“O tempo inflexível, o tempo que, como o moço é irmão da Morte, vai matando aspirações, tirando perempções, trazendo desalento, e só nos deixa na alma essa saudade do passado, às vezes composto de fúteis acontecimentos, mas que é bom sempre relembrar.” (Lima Barreto) E relembrar não é repetir recordações, é, antes de tudo, revisão dos fatos em nova linguagem, em nova roupagem que pode até mesmo modificar a lembrança.
Durante muito tempo repetimos na experiência escolar o Descobrimento do Brasil como fato do acaso feito pelos navegadores portugueses liderados por Pedro Álvares Cabral nas caravelas Santo Antônio, São Pedro e Nossa Senhora Anunciada, que saíram de Portugal pelo Tejo à procura de um novo caminho para as Índias em busca das valorizadas especiarias. Hoje pensamos essa chegada ao Brasil como uma invasão planejada para alcançar as terras maravilhosas do Novo Mundo, fonte inesgotável de alimento e fartura, metais e pedras preciosas em abundância capaz de acabar com a decadência europeia que trazia fome e miséria para grande parte dos seus povos!

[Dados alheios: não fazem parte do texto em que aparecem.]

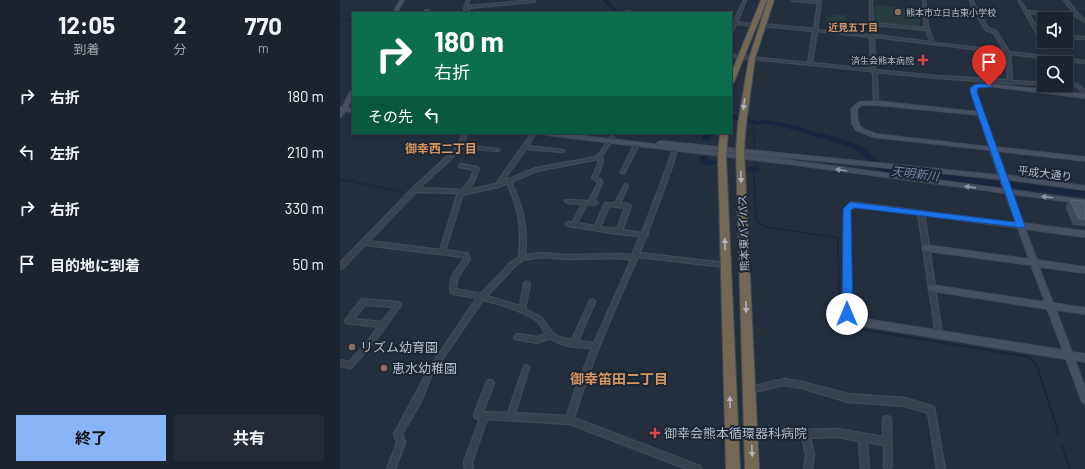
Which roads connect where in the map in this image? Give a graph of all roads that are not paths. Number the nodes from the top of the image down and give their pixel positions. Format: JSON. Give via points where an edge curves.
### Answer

A favor do planejamento temos o Tratado de Tordesilhas de 7 de julho de 1494, assinado entre Espanha e Portugal, que dividia as terras descobertas e por descobrir fora do Estado por ambas as coroas. Antes mesmo de descobrir este Mundo Novo e de saber o que era e o que poderia representar ele já tinha dono e certificado de origem. Mas o Tratado de Tordesilhas tinha também um antecedente altamente revelador: a Bula Papal Inter Caetera, assinada pelo Papa Alexandre VI em 4 de maio de 1493, que dividiu as novas terras do globo entre Portugal e a Espanha. Esta tentativa de dividir as promissoras terras novas entre as duas coroas da Península Ibérica com a intermediação da Igreja ocasionou imediata reação por parte das outras nações em especial Francisco I da França que assim se pronunciou: “Gostaria de ver a cláusula do testamento de Adão que dividiu o mundo entre Portugal e Espanha e me excluiu da partilha.” A sequência de fatos ocorridos, como a invasão sistemática por corsários franceses bem como holandeses nas terras descobertas, mostrou que a legitimação papal seria insuficiente para a manutenção do domínio sobre os achados territoriais. Era fundamental apossar-se de forma incontestável deste novo mundo abrindo o velho mundo para conhecê-los e acolhê-los. Pero Magalhães Gandavo, criado e moço da Câmara de D. Sebastião, copista da Torre do Tombo, assim escreveu pondo fim à dicotomia reinante até então que apresentava os gentios ora como bárbaros ora como doces: ... a língua desse gentio carece de três letras – o F, o L e o R revelando que eles não têm Fé, Lei e nem Rei, vivendo sem justiça e desordenadamente.